Log Aggregation (Loki)¶
Loki collects structured JSON logs from the backend and all workers so you can search, filter and correlate them with traces in Grafana. Without it the logs only live on container stdout — useful for docker logs but not for querying across services or time ranges.
Architecture¶
flowchart LR
Backend[Backend / Workers] -->|structlog JSON| Stdlib[stdlib logging]
Stdlib -->|stdout| Docker[Container stdout]
Stdlib -->|OTLP gRPC| Collector[OTel Collector :4317]
Collector -->|otlphttp| Loki[Loki :3100]
Loki --> Grafana
Grafana -->|trace_id link| Jaeger
Each Python process (the FastAPI backend and all six workers) emits structured JSON logs via structlog. The setup_log_exporter function attaches an OpenTelemetry LoggingHandler to stdlib logging, which forwards log records over OTLP gRPC to the OTel Collector. The collector then pushes them to Loki via its native OTLP HTTP endpoint (/otlp/v1/logs). Logs still go to stdout as before — the OTLP path is additive.
How it's wired¶
Python side¶
The log exporter is initialized once per process, right after setup_logger. The backend calls it in create_app, and each worker calls it in its main():
def setup_logger(log_level: str) -> structlog.stdlib.BoundLogger:
"""Configure structlog and return a bound logger for the application.

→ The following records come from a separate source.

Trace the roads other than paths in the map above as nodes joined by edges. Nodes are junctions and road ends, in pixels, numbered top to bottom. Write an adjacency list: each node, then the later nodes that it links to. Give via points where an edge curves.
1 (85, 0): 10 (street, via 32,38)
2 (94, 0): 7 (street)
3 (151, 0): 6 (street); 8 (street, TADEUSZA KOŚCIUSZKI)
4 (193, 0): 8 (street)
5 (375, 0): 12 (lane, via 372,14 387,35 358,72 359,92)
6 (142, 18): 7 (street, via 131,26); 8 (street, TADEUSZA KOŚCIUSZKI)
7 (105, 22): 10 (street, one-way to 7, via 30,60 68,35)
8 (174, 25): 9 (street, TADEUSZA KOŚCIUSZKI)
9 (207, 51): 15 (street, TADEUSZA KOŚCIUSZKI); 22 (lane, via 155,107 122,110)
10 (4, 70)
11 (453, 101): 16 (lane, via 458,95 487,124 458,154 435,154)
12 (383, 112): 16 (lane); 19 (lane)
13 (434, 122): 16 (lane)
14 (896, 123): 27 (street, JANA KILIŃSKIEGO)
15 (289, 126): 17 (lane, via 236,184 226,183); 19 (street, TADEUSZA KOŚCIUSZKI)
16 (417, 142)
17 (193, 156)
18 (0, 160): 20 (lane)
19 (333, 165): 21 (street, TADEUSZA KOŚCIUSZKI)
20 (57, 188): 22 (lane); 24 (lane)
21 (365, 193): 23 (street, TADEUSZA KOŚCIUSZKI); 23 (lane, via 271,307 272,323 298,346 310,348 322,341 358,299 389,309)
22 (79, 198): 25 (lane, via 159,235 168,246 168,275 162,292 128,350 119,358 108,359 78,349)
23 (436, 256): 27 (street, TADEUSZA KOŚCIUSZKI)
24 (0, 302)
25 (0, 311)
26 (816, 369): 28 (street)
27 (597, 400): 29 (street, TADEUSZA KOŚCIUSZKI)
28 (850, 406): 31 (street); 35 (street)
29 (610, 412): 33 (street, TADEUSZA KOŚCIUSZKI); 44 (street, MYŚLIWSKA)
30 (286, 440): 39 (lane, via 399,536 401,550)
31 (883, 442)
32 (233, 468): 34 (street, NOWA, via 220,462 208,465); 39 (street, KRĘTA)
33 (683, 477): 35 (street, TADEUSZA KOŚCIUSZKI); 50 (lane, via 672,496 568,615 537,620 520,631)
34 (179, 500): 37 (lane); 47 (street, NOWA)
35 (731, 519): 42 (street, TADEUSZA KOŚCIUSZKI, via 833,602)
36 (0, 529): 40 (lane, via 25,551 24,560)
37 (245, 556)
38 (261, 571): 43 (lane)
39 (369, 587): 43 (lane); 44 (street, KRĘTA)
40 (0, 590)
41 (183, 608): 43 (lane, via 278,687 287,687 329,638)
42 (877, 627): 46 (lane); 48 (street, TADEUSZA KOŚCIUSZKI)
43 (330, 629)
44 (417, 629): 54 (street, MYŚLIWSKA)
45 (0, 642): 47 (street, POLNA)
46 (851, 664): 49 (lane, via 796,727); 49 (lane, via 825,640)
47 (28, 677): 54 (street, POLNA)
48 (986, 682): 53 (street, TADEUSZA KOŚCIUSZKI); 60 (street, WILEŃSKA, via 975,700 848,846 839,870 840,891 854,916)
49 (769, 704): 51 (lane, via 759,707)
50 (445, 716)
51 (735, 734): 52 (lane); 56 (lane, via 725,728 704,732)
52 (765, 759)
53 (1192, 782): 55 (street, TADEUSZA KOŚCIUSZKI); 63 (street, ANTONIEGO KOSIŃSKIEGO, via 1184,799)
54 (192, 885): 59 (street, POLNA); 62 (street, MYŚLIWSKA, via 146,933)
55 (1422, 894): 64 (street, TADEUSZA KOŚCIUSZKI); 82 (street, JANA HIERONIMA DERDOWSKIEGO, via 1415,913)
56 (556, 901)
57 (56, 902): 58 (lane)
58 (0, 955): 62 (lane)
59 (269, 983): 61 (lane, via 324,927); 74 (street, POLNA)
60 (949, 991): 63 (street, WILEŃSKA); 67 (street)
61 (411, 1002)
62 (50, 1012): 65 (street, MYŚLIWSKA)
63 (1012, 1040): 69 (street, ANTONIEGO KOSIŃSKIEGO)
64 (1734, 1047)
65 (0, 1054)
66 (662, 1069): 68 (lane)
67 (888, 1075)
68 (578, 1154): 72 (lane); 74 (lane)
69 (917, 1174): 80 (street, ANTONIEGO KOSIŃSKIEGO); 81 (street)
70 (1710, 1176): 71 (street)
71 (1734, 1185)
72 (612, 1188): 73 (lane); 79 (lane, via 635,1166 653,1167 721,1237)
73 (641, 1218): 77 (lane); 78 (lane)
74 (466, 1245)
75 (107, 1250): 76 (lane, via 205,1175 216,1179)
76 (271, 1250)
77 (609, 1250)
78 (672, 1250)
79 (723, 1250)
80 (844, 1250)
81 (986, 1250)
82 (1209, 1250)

Called by DI with Settings.LOG_LEVEL and also directly by main.py/lifespan.
"""
structlog.configure(
processors=[
structlog.contextvars.merge_contextvars,
structlog.stdlib.filter_by_level,
structlog.stdlib.add_logger_name,
structlog.stdlib.add_log_level,
structlog.processors.TimeStamper(fmt="iso"),
add_otel_context,
structlog.processors.StackInfoRenderer(),
structlog.processors.format_exc_info,
sanitize_sensitive_data,
structlog.processors.JSONRenderer(),
],
wrapper_class=structlog.stdlib.BoundLogger,
context_class=dict,
logger_factory=structlog.stdlib.LoggerFactory(),
cache_logger_on_first_use=True,
)
logging.basicConfig(format="%(message)s", handlers=[logging.StreamHandler()])
logging.getLogger().setLevel(log_level.upper())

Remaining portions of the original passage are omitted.